==== INFORMATION
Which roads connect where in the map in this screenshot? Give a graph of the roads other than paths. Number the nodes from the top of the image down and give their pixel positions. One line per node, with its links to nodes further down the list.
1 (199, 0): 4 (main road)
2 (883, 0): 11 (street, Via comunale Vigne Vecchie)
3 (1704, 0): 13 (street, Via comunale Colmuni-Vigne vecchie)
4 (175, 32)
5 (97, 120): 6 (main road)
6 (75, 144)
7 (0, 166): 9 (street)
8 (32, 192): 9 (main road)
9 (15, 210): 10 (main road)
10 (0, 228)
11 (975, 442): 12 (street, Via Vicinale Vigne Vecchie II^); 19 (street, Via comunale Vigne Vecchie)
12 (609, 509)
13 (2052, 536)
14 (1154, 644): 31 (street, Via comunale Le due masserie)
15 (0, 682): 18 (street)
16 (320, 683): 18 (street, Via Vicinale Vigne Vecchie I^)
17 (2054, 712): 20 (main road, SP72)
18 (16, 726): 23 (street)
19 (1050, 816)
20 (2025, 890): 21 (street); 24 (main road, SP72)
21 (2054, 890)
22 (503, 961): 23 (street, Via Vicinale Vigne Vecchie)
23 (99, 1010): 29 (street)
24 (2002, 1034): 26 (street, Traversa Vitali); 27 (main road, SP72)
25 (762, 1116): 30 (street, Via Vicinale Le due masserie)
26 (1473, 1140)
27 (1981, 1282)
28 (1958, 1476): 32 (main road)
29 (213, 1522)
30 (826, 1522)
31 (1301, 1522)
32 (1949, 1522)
========
Give the listing again in its entirety, exactly as written.

Which roads connect where in the map in this screenshot? Give a graph of the roads other than paths. Number the nodes from the top of the image down and give their pixel positions. One line per node, with its links to nodes further down the list.
1 (199, 0): 4 (main road)
2 (883, 0): 11 (street, Via comunale Vigne Vecchie)
3 (1704, 0): 13 (street, Via comunale Colmuni-Vigne vecchie)
4 (175, 32)
5 (97, 120): 6 (main road)
6 (75, 144)
7 (0, 166): 9 (street)
8 (32, 192): 9 (main road)
9 (15, 210): 10 (main road)
10 (0, 228)
11 (975, 442): 12 (street, Via Vicinale Vigne Vecchie II^); 19 (street, Via comunale Vigne Vecchie)
12 (609, 509)
13 (2052, 536)
14 (1154, 644): 31 (street, Via comunale Le due masserie)
15 (0, 682): 18 (street)
16 (320, 683): 18 (street, Via Vicinale Vigne Vecchie I^)
17 (2054, 712): 20 (main road, SP72)
18 (16, 726): 23 (street)
19 (1050, 816)
20 (2025, 890): 21 (street); 24 (main road, SP72)
21 (2054, 890)
22 (503, 961): 23 (street, Via Vicinale Vigne Vecchie)
23 (99, 1010): 29 (street)
24 (2002, 1034): 26 (street, Traversa Vitali); 27 (main road, SP72)
25 (762, 1116): 30 (street, Via Vicinale Le due masserie)
26 (1473, 1140)
27 (1981, 1282)
28 (1958, 1476): 32 (main road)
29 (213, 1522)
30 (826, 1522)
31 (1301, 1522)
32 (1949, 1522)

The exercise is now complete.